Metamorphoses of Vladimír Gažovič
”In nova fert animus mutatas dicere formas corpora. Di coeptis (nam vos mutastis et illas) adspirate meis primaque ab origene mundi ad mea perpetuum deducite tempora carmen.”
”I want to talk about how bodies were transformed into new forms. I ask you, Powerful Gods, masters of these transformations, to wish success to my plan and give your blessings to my poem from the very beginning of the world till today.” This is the famous prologue Metamorphoseon Exordium from Ovid’s work. Ovid finished the epic which ”nec Iovis ira nec ignis nec poterit ferrum nec edax abolere vetustas...” has never been destroyed neither by Jupiter’s angry, fire, a sword nor by time, as it was predicted by the poet himself in the epilogue.

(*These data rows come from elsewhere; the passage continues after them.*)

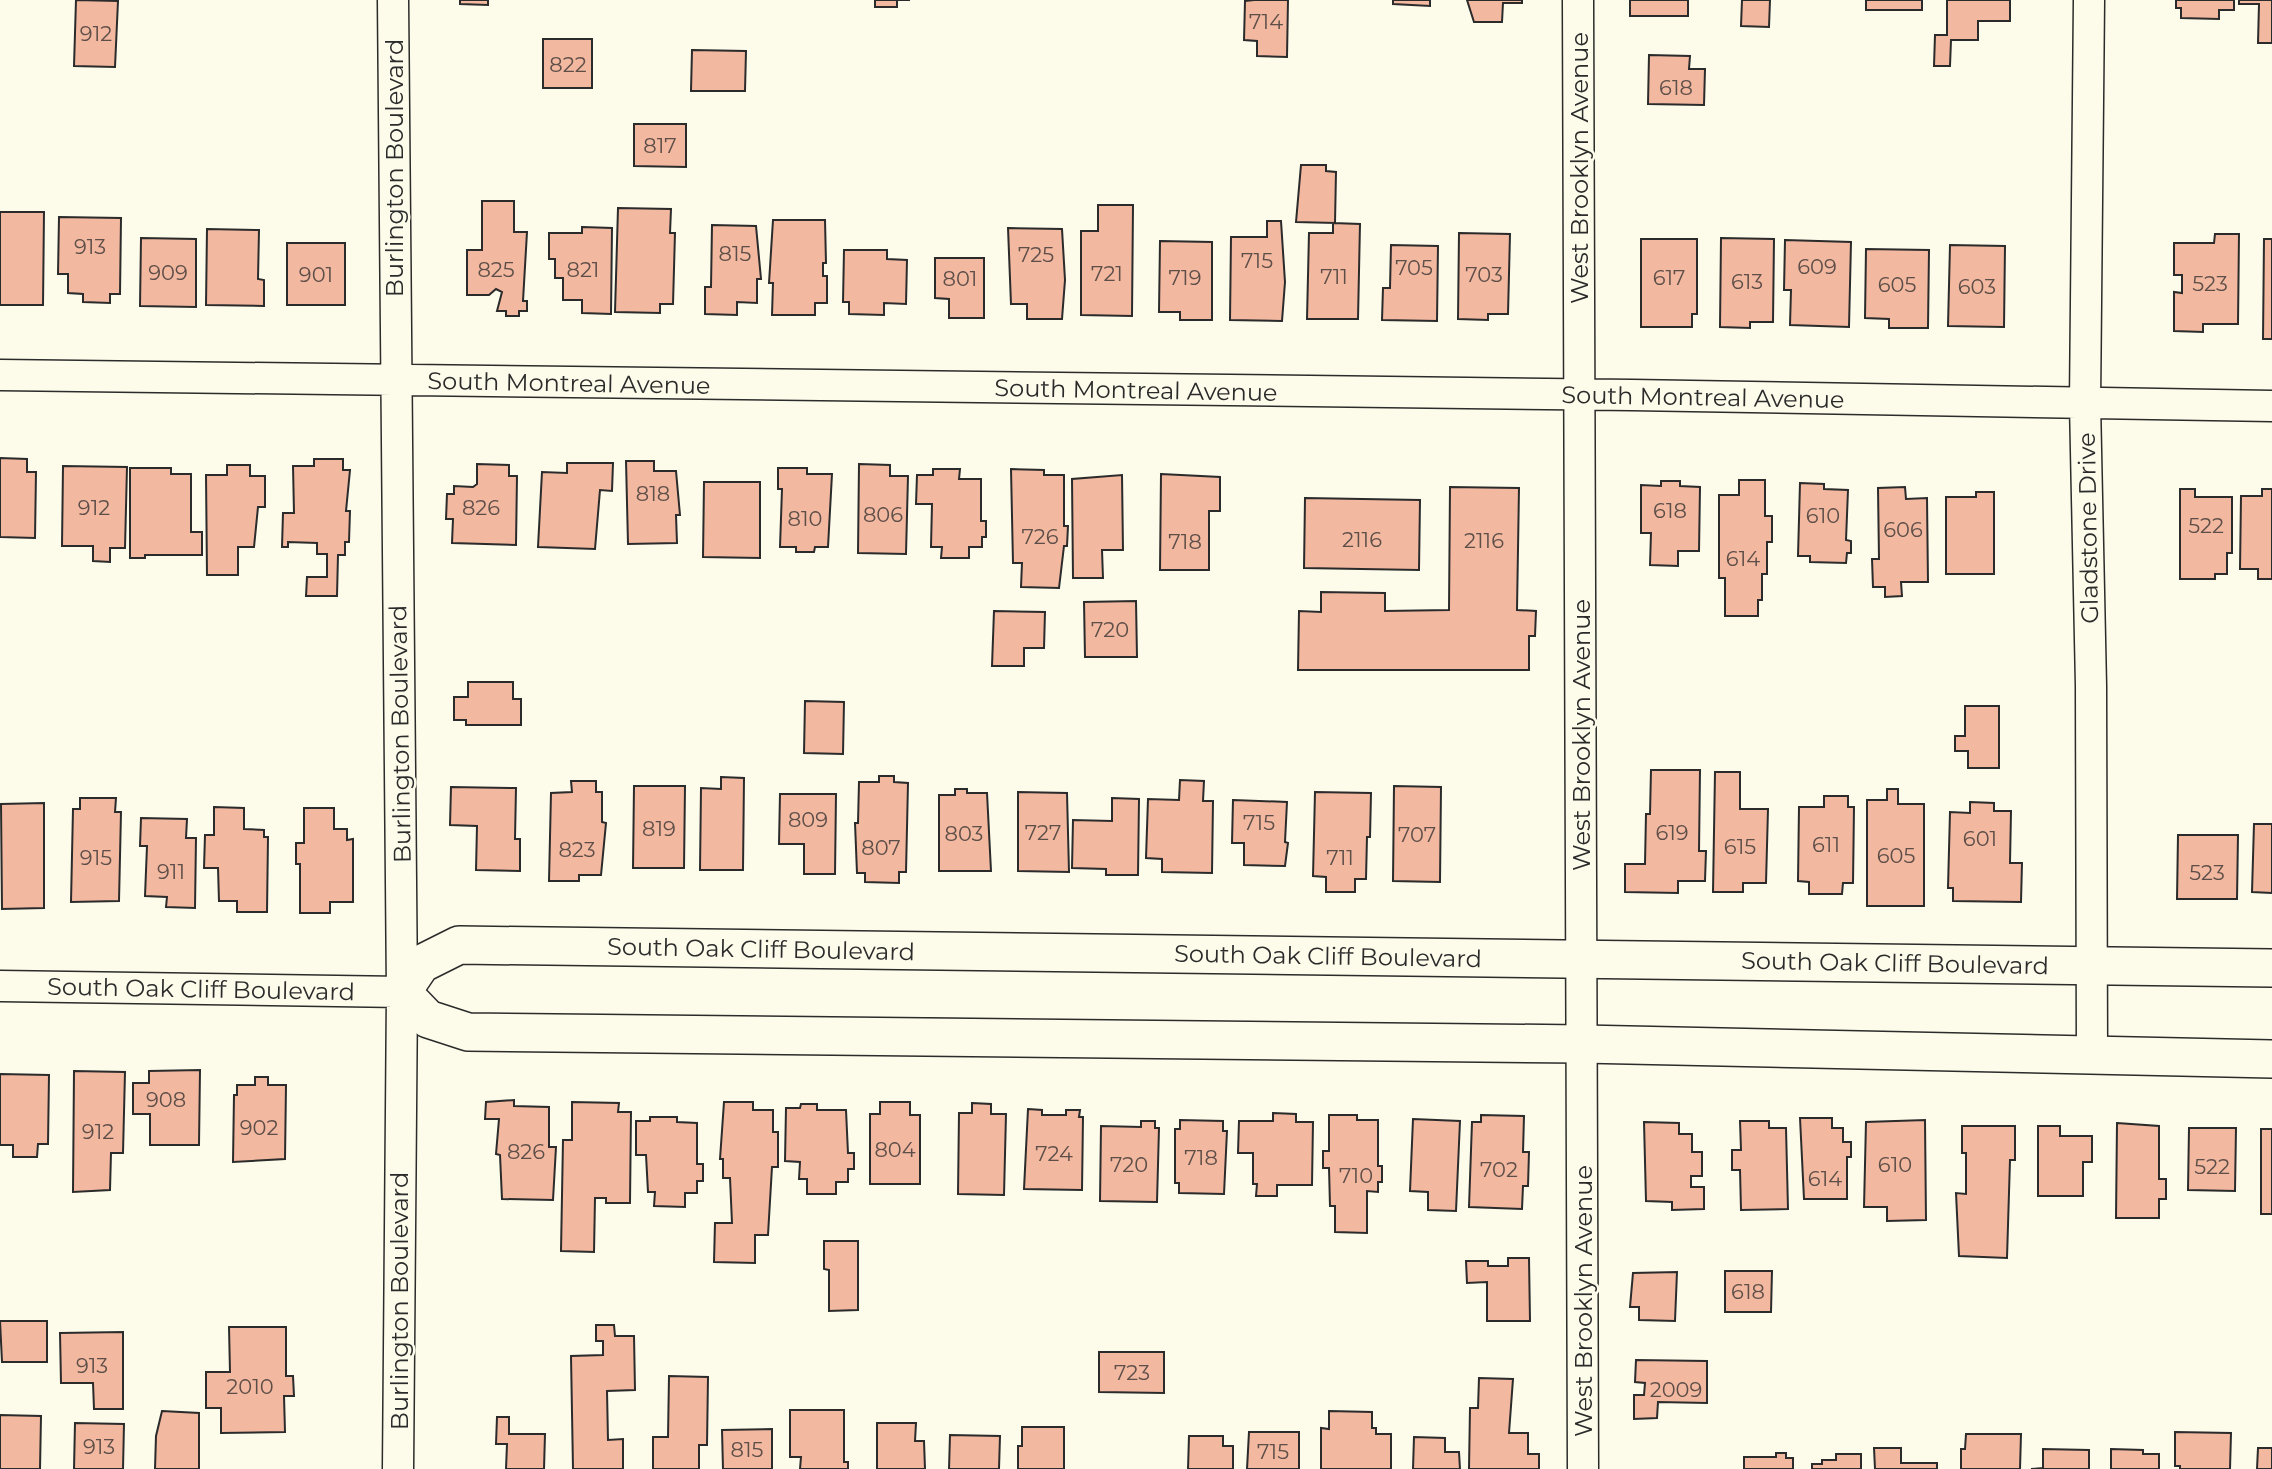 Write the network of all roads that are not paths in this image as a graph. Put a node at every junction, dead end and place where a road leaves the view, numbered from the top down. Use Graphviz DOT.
graph roads {
  1 [pos="393,0"];
  2 [pos="1578,0"];
  3 [pos="2089,0"];
  4 [pos="0,375"];
  5 [pos="396,381"];
  6 [pos="1581,395"];
  7 [pos="2085,403"];
  8 [pos="2272,405"];
  9 [pos="1583,959"];
  10 [pos="2091,966"];
  11 [pos="2272,968"];
  12 [pos="0,986"];
  13 [pos="402,992"];
  14 [pos="1583,1044"];
  15 [pos="2092,1056"];
  16 [pos="2272,1059"];
  17 [pos="398,1469"];
  18 [pos="1583,1469"];
  1 -- 5 [label="street, Burlington Boulevard"];
  2 -- 6 [label="street, West Brooklyn Avenue"];
  3 -- 7 [label="street, Gladstone Drive"];
  4 -- 5 [label="street, South Montreal Avenue"];
  5 -- 6 [label="street, South Montreal Avenue"];
  5 -- 13 [label="street, Burlington Boulevard"];
  6 -- 7 [label="street, South Montreal Avenue"];
  6 -- 9 [label="street, West Brooklyn Avenue"];
  7 -- 8 [label="street, South Montreal Avenue"];
  7 -- 10 [label="street, Gladstone Drive"];
  9 -- 10 [label="street, South Oak Cliff Boulevard"];
  9 -- 13 [label="street, South Oak Cliff Boulevard"];
  9 -- 14 [label="street, West Brooklyn Avenue"];
  10 -- 11 [label="street, South Oak Cliff Boulevard"];
  10 -- 15 [label="street, Gladstone Drive"];
  12 -- 13 [label="street, South Oak Cliff Boulevard"];
  13 -- 14 [label="street"];
  13 -- 17 [label="street, Burlington Boulevard"];
  14 -- 15 [label="street"];
  14 -- 18 [label="street, West Brooklyn Avenue"];
  15 -- 16 [label="street"];
} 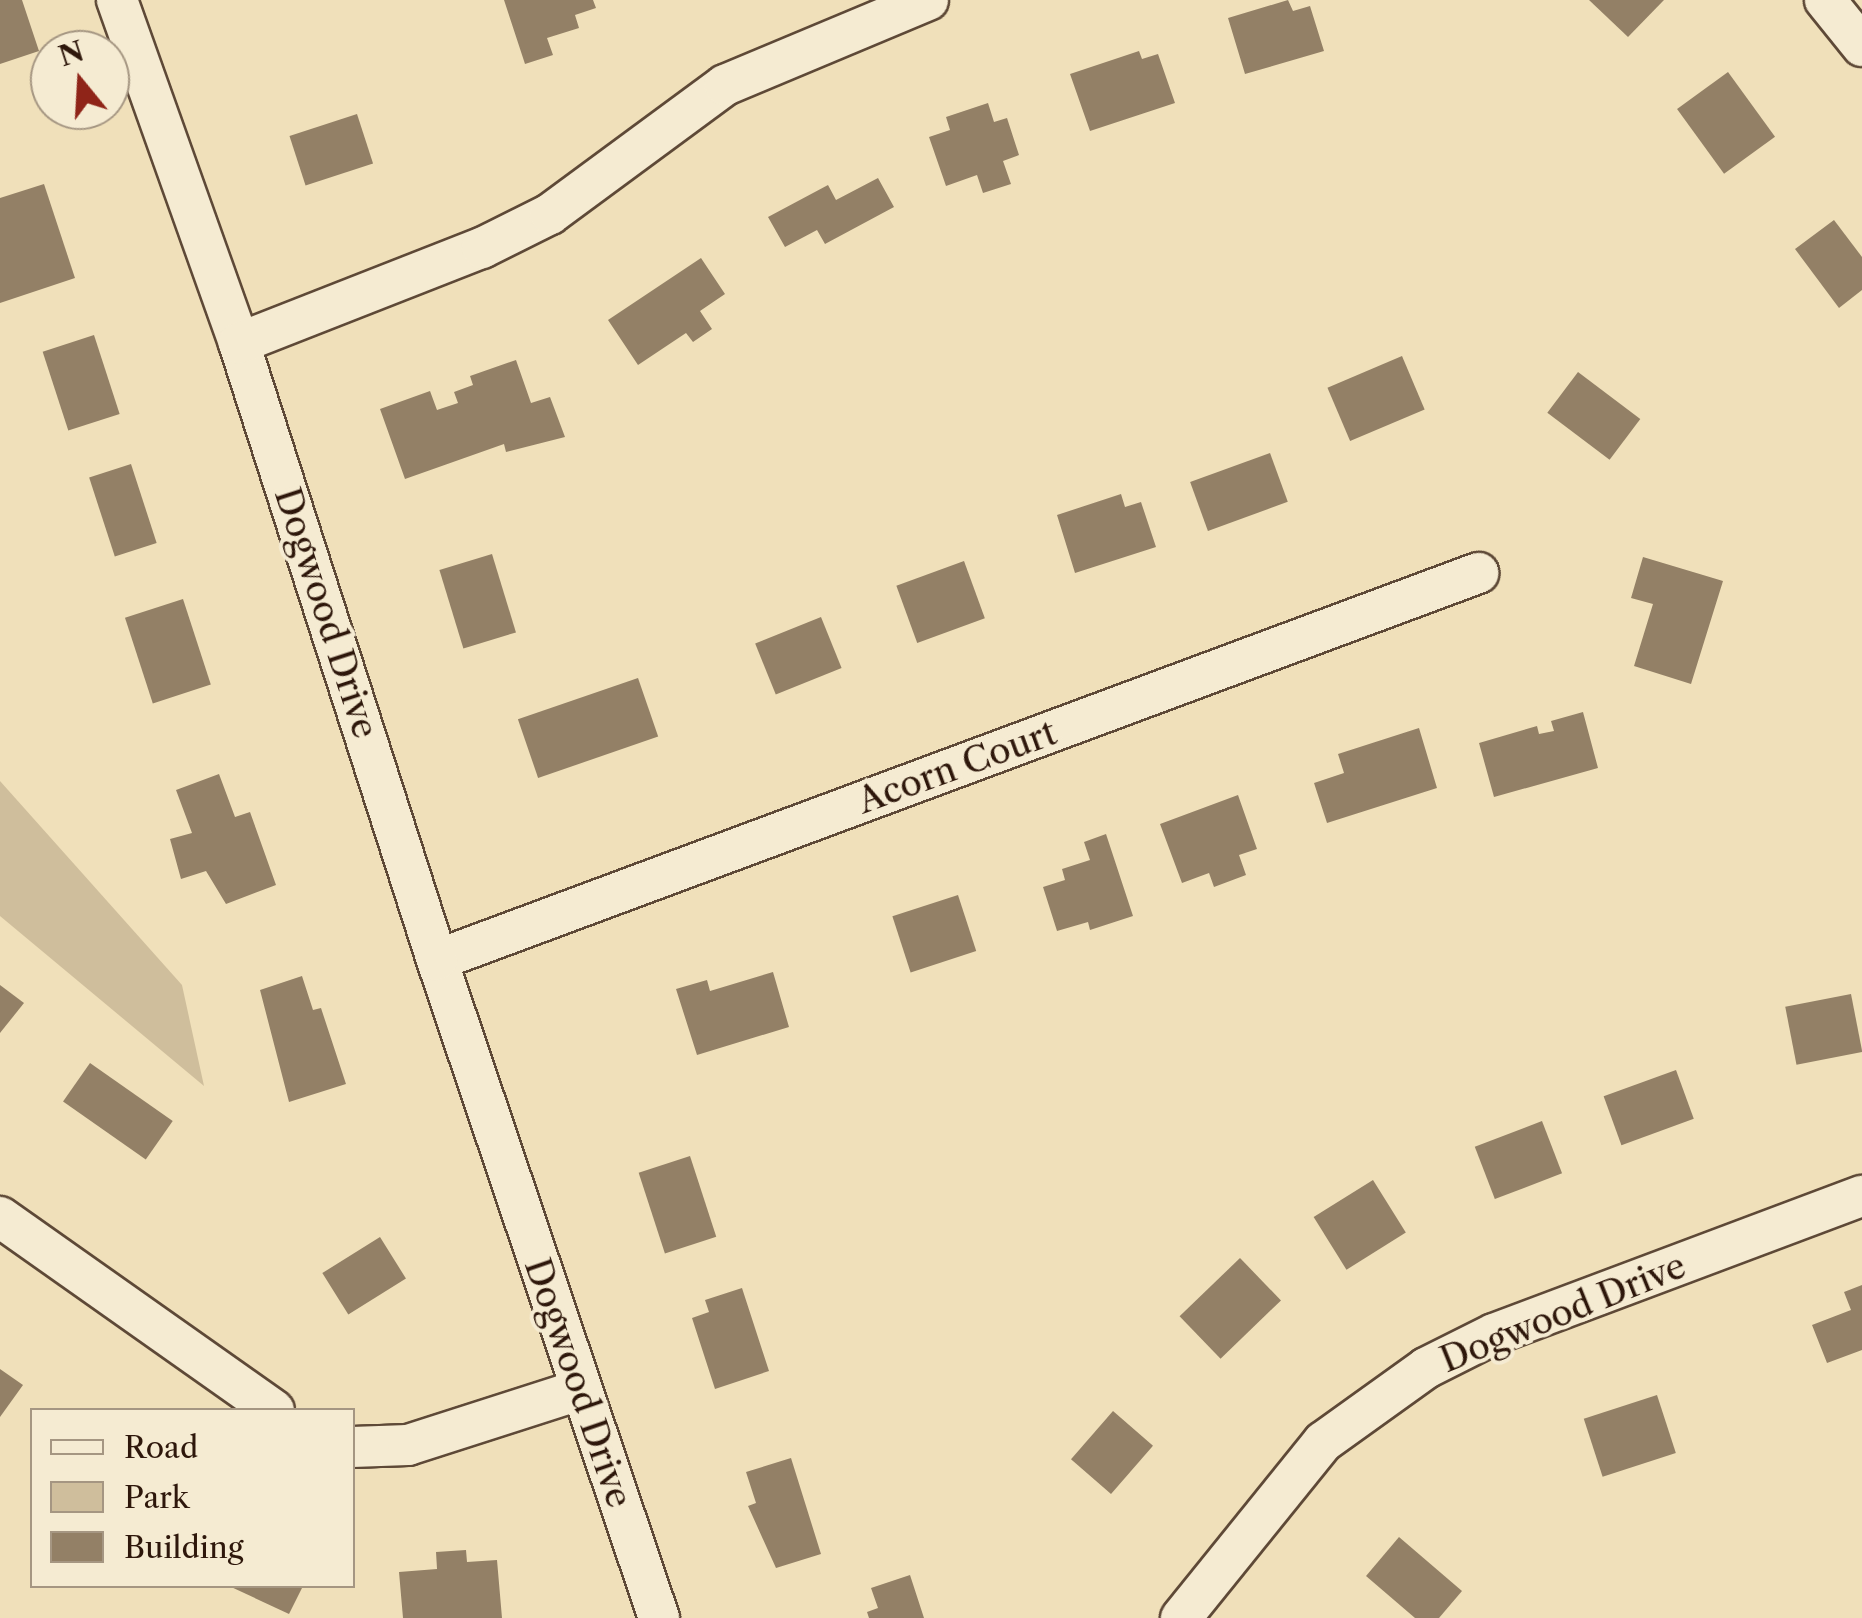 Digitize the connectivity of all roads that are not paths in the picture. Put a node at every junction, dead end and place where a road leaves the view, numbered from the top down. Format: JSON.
{"nodes":[{"id":1,"x":117,"y":0,"type":"edge"},
{"id":2,"x":1826,"y":0,"type":"edge"},
{"id":3,"x":902,"y":4,"type":"edge"},
{"id":4,"x":1862,"y":46,"type":"edge"},
{"id":5,"x":239,"y":343,"type":"junction"},
{"id":6,"x":1478,"y":573,"type":"dead end"},
{"id":7,"x":436,"y":960,"type":"junction"},
{"id":8,"x":1862,"y":1196,"type":"edge"},
{"id":9,"x":0,"y":1217,"type":"edge"},
{"id":10,"x":579,"y":1390,"type":"junction"},
{"id":11,"x":271,"y":1408,"type":"edge"},
{"id":12,"x":355,"y":1447,"type":"edge"},
{"id":13,"x":1187,"y":1616,"type":"edge"},
{"id":14,"x":659,"y":1618,"type":"edge"}],
"edges":[{"from":1,"to":5,"type":"street","name":"Dogwood Drive"},
{"from":2,"to":4,"type":"street"},
{"from":3,"to":5,"type":"street"},
{"from":5,"to":7,"type":"street","name":"Dogwood Drive"},
{"from":6,"to":7,"type":"street","name":"Acorn Court"},
{"from":7,"to":10,"type":"street","name":"Dogwood Drive"},
{"from":8,"to":13,"type":"street","name":"Dogwood Drive"},
{"from":9,"to":11,"type":"street"},
{"from":10,"to":12,"type":"street"},
{"from":10,"to":14,"type":"street","name":"Dogwood Drive"}]}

Publius Ovidius Naso was born in 43 BC in an equestrian family in Sulmona, situated in a contemporary Italian province Abruzzo. He started his studies at rhetoric school in Rome. Later he left the school as he intended to specialize in the poetry. He lived in Rome till 8 AD, when the Roman emperor Augustus sent him to the exile to Tomida (Constanta) on the shore of the Black Sea. He died here in 18 AD. The first known Ovid’s piece is a collection of three love elegies Amores (Love), which were dedicated to his mistress Corinna. Similarly, another piece Heroides (Love Letters) consisted of fictive love letters of wives and mistresses of the Antique heroes Theseus, Ulysses, Aeneas and others. One of the most famous Ovid’s pieces is Ars amatoria (the Art of Love), a three-part psychological and didactical collection of poems where Ovid’s advise on how to gain and maintain the love of women can be found. Metamorphoses (Transformations) can be considered as the peak of Ovid’s production. They consist of 15 books divided into app. 250 smaller epics – epyllia, inspired by the antique mythology. The main feature of epyllia written in hexameter is that a poet used to choose only some episodes from a myth, which were elaborated into a great detail. The poems are arranged chronologically from the beginning of the world till the Caesar’s death. Their main common motif is the supernatural transformation of people into new forms (Niobe was transformed into a rock, Myrrha into a tree, Narksisos into a flower, Romulus into the god Quirinius, Caesar into a comet). By the transformation of antique gods into members of a noble society he anthropomorphized the ancient mythology in the saame way as Homer did. Not only did Ovid’s Metamorphoses become a source for getting to know some of destroyed Greek-Roman myths, for example the Conquest of Troy, moreover they have served as a source of inspiration for artists till today.
Visual artists have used individual stories of Metamorphoses for inspiration as well as they illustrated them as a unit. The Czech edition of Metamorphoses from 1931 is particularly interesting due to Pablo Picasso’s illustrations. Picasso himself used a graphic technique of etching to capture sofisticated Ovid’s myths in a simple way.
From the contemporary point of view, it is possible to say that the publishing house Tatran successfully chose Vladimír Gažovič to illustrate the Slovak issue of Metamorphoses. Gažovič’s artistic expression influenced by Fancy realism is similar to Ovid’s structure of an epic where poetic pictures were based on the overlapping and the transformation of humans into animals, rivers, flowers etc.
The principle of Fancy art can be found in some of Gažovič’s lithographs made between 1975– 979. For example the myth about Hercules was depicted in the lithograph
Hercules whose main motif is the killing of the Nemeian lion as one of 12 tasks done for the king Eurystheus. However, Ovid did not put stress on the describtion of the story and the killing of the Nemeian lion is mentioned only in connection with Hercules’death. Such a creative attitude of Gažovič has got a lot in common with the principle of antique Ovid’s epyllia, where one part of the myth was put above the others that were omitted or mentioned only marginally.It can be seen i.e. in a graphics Ulysses and Polyphemos in which Ulysses pricked out Polyphemos’ eye with his finger. The myth is described in a great detail in IX chapter of Homer’s epic Odyssea. Neverthless, the story is mentioned only shortly in Ovid’s poem. He wrote about the blinding of Polyphemus in the book XIII, part Galateia and Polyphemos. Similarly, the illustration Ageing Helen was made according to the authors’ imagination only as this story is mentioned in the work by Ovid only marginally, i.e. in the poem Pomona and Verutmunus.
In the same way as Ovid could cope with ambiguous and complicated antique myths, Vladimír Gažovič has depicted the Ovid’s epos without any problems. His illustrations were awarded The Main Price on XI Biennial of Applied Graphics in Brno (Czech republic) in 1980 and The Silver Medal on the Internationale Buchkunst-Ausstellung in Leipzig (Germany) in 1981.